EXERCISE INPUT START
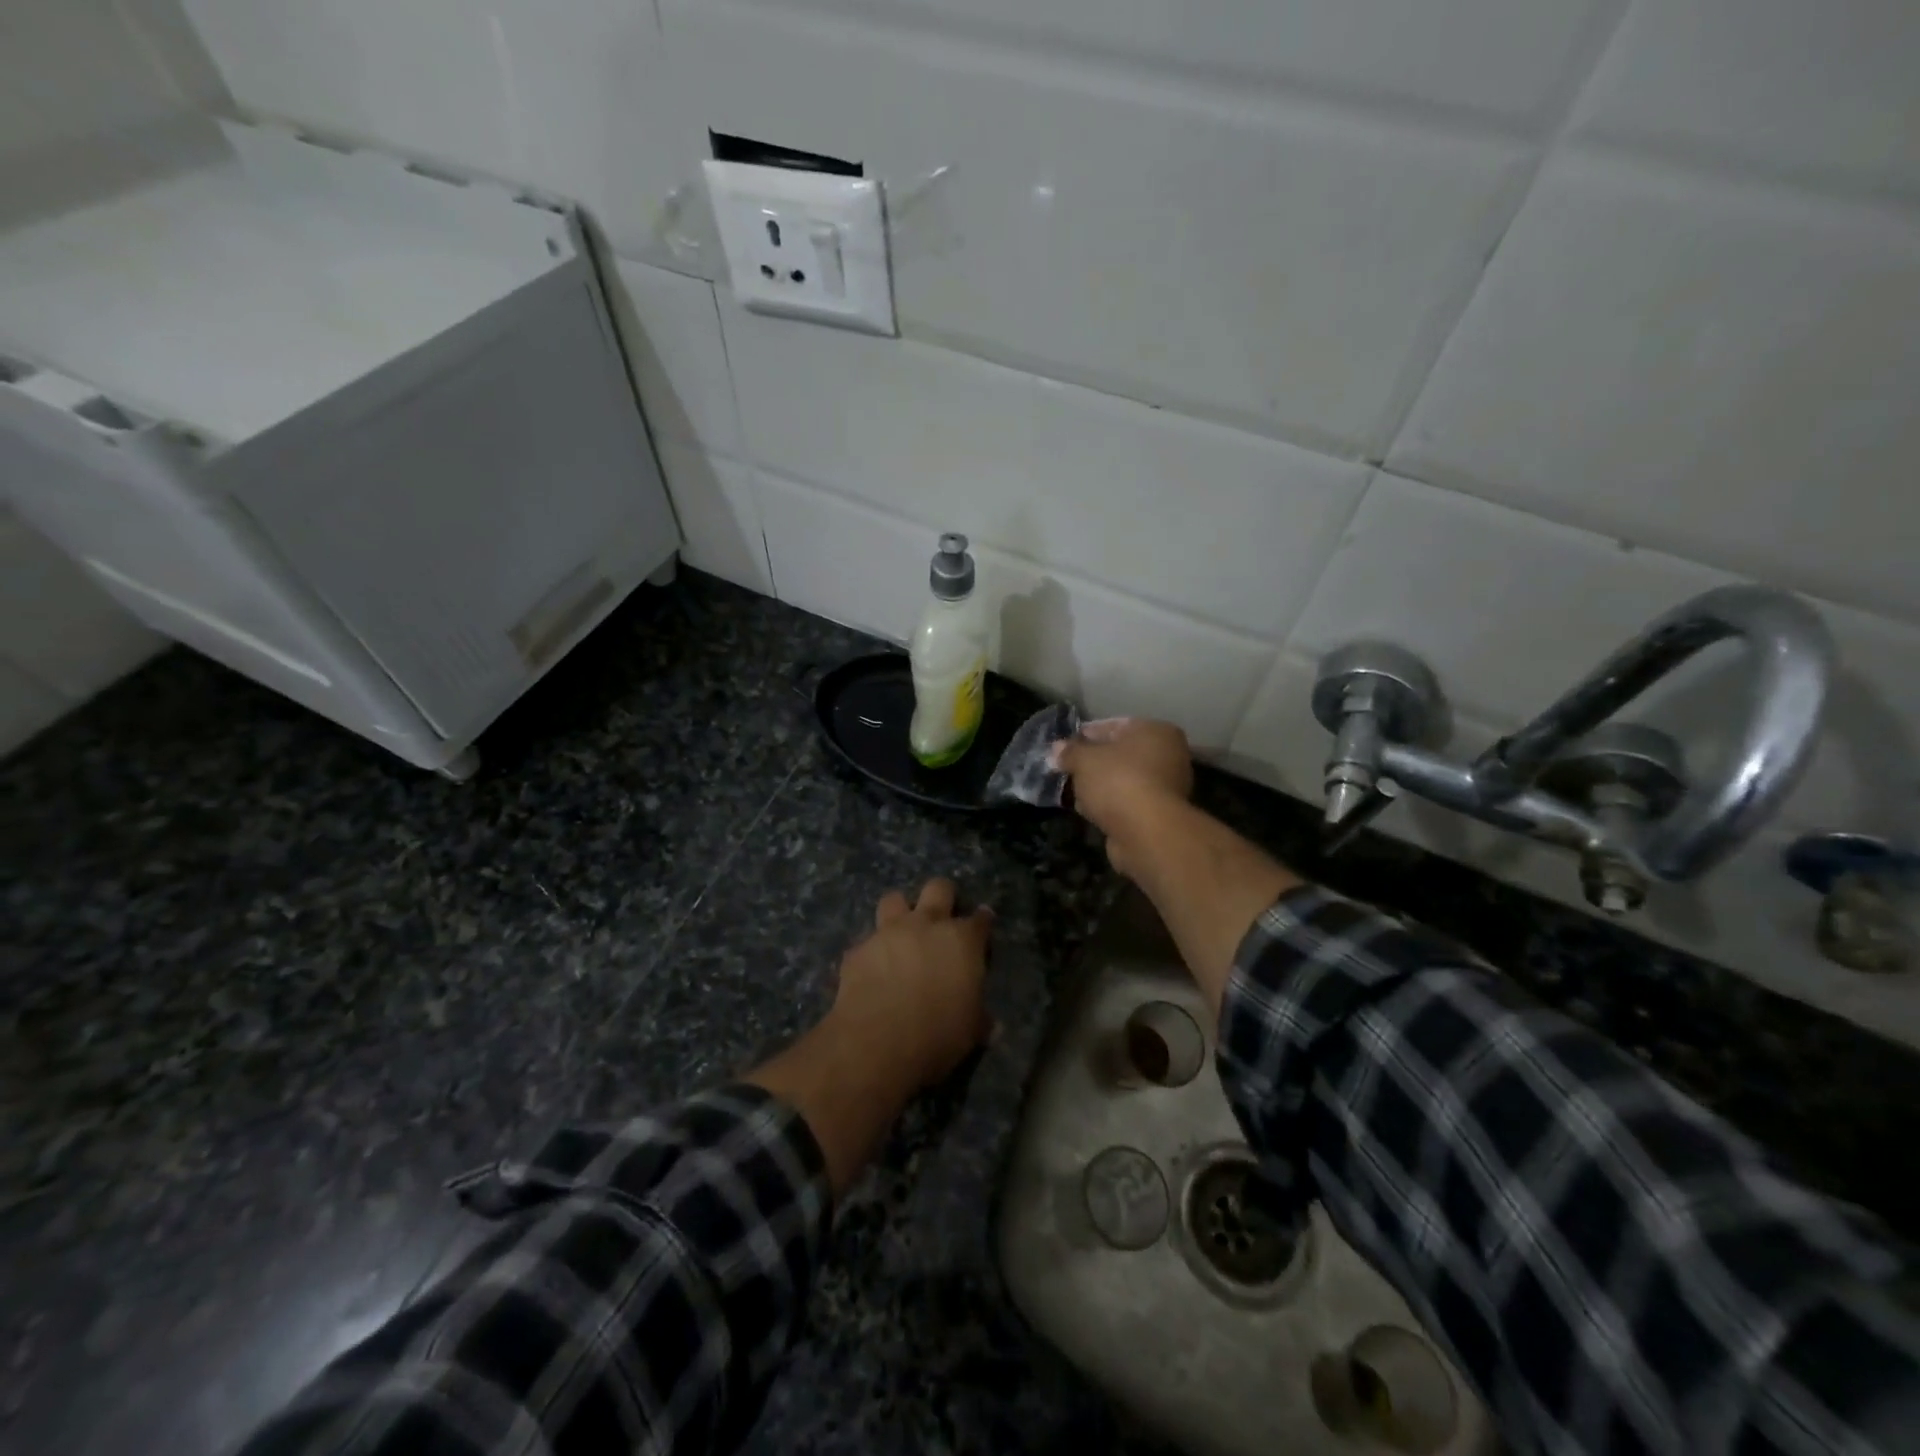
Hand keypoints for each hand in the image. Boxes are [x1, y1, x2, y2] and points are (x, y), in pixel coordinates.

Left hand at [828, 878, 993, 1092]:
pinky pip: (866, 942)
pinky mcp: (858, 949)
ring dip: (899, 912)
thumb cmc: (937, 1034)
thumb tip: (986, 1021)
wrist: (877, 1041)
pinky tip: (871, 971)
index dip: (983, 921)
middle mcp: (926, 924)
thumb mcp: (971, 1030)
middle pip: (938, 888)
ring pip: (894, 899)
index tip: (983, 925)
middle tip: (942, 917)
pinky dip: (871, 952)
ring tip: (901, 934)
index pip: (980, 920)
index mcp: (962, 940)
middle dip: (943, 896)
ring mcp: (888, 932)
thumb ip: (978, 1015)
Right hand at [1057, 718, 1192, 875]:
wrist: (1146, 832)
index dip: (1087, 734)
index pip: (1116, 726)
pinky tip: (1088, 809)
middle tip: (1067, 767)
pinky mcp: (1158, 814)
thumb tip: (1057, 748)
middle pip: (1121, 754)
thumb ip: (1070, 751)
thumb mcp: (1084, 760)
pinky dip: (1109, 803)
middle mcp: (1168, 755)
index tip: (1065, 744)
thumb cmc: (1118, 781)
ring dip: (1100, 784)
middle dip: (1093, 761)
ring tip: (1073, 790)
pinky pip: (1127, 801)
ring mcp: (1166, 787)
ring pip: (1123, 779)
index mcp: (1156, 731)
EXERCISE INPUT END
= TASK REQUIREMENTS =
Could you please report how many lines of the listing above hold the word "middle"? Only the number is needed.

= OUTPUT OF THE EXERCISE =
8